A small sample size may demonstrate a lack of statistically significant different results, but still provide results with clinical significance. Even a study powered at 80% still has a 1 in 5 chance of creating a Type 2 error (false negative).7 A small sample size limits statistical power; while larger sample sizes provide more power to detect statistically significant differences. While larger sample sizes are obviously preferred in a clinical study to capture a true representation of the clinical population being studied, larger samples sizes can lead to statistically significant differences that remain clinically insignificant.
Confidence Intervals
One of the most meaningful, yet misunderstood and underutilized statistics in interpreting clinical research may be the confidence interval (CI). The CI is the certainty that a range (interval) of values contains the true, accurate value of a population that would be obtained if the experiment were repeated. Fortunately, more researchers and reviewers are using CIs to report results of clinical trials in the literature; however, clinicians need to understand the clinical interpretation and value of reporting the CI.

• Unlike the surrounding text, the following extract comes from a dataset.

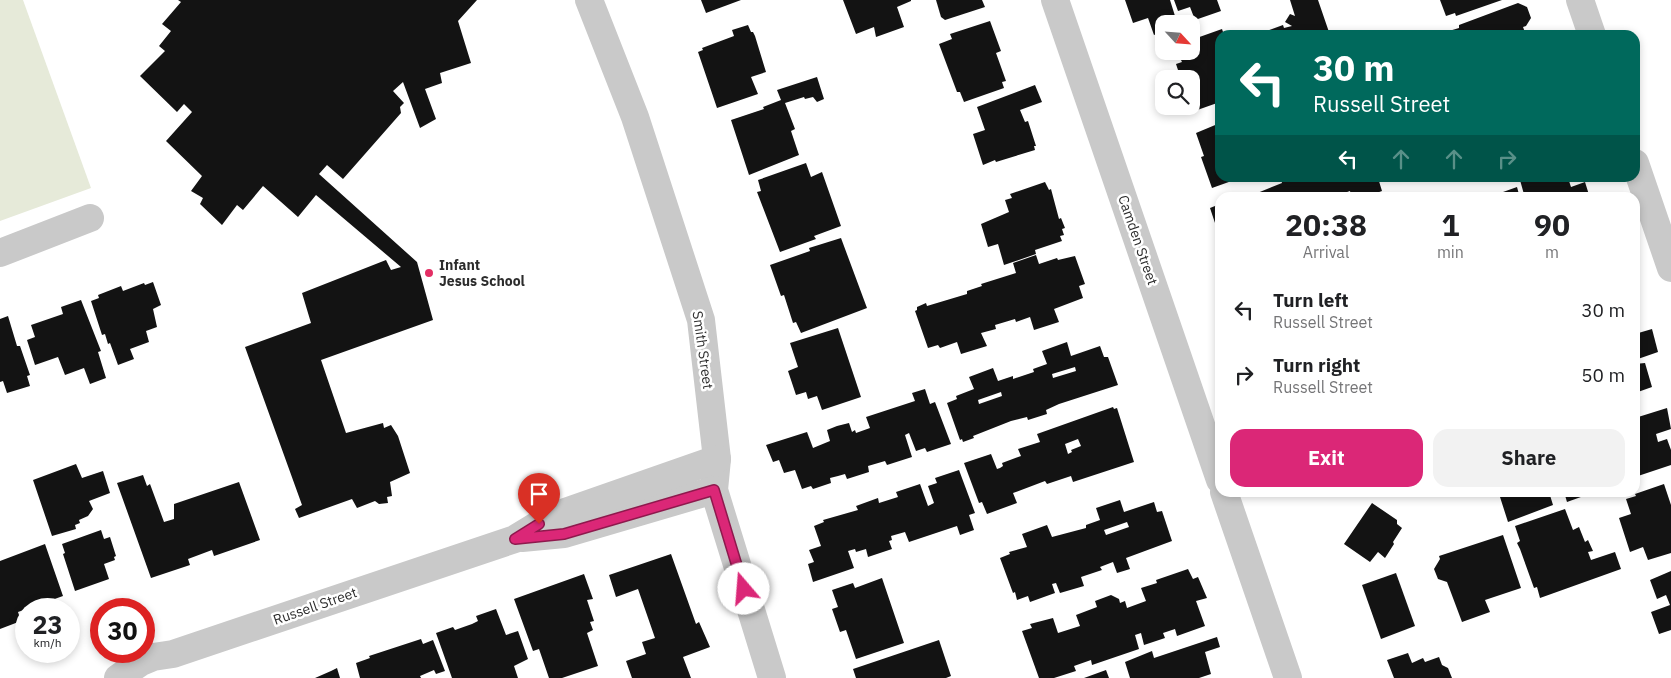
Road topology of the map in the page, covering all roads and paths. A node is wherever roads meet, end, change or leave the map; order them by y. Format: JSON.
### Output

Confidence intervals are appropriate for reporting the results of clinical trials because they focus on confidence of an outcome occurring, rather than accepting or rejecting a hypothesis.18 In addition, the CI provides information about the magnitude and direction of an effect, offering more clinical value than answering a hypothesis‐based question. Greenfield et al19 noted that CIs “are statements about belief in the statistical process and do not have probability implications.” Rather, probability would be determined by interpretations of statistical significance. In contrast, CIs offer more precision of the estimate of the true value of an unknown because it includes the range of uncertainty.
The CI represents the researchers level of confidence that the true value in a representative population is contained within the interval. From a clinical perspective, the CI is the likely range containing the value of a true effect of treatment in an average subject.6 A CI is reported as a range or interval describing the lower and upper values (“boundaries”) of uncertainty, also known as the “margin of error.” While some clinicians assume that the CI represents the range of scores (i.e., subjects improved by up to the value of the upper boundary or declined by the value of the lower boundary), this is not correct. Furthermore, the CI should not be confused with standard deviation, which is used to describe the variability of a mean score within a sample. CIs are reported with a “point estimate” (PE) from the sample tested from the population. The PE is a specific value (which may be a sample mean, difference score, effect size, etc), but does NOT represent a “true” value; rather, it represents the “best estimate” of the true value from the average of the sample20 and should be viewed in consideration of the range of the CI. CIs are based on a specific level of confidence. Most CIs are calculated using 95% confidence, meaning if the experiment were repeated 100 times, the true value would be obtained within that interval 95 times. However, Hopkins6 recommends using a CI of 90%, which provides a wider interval and greater margin of error.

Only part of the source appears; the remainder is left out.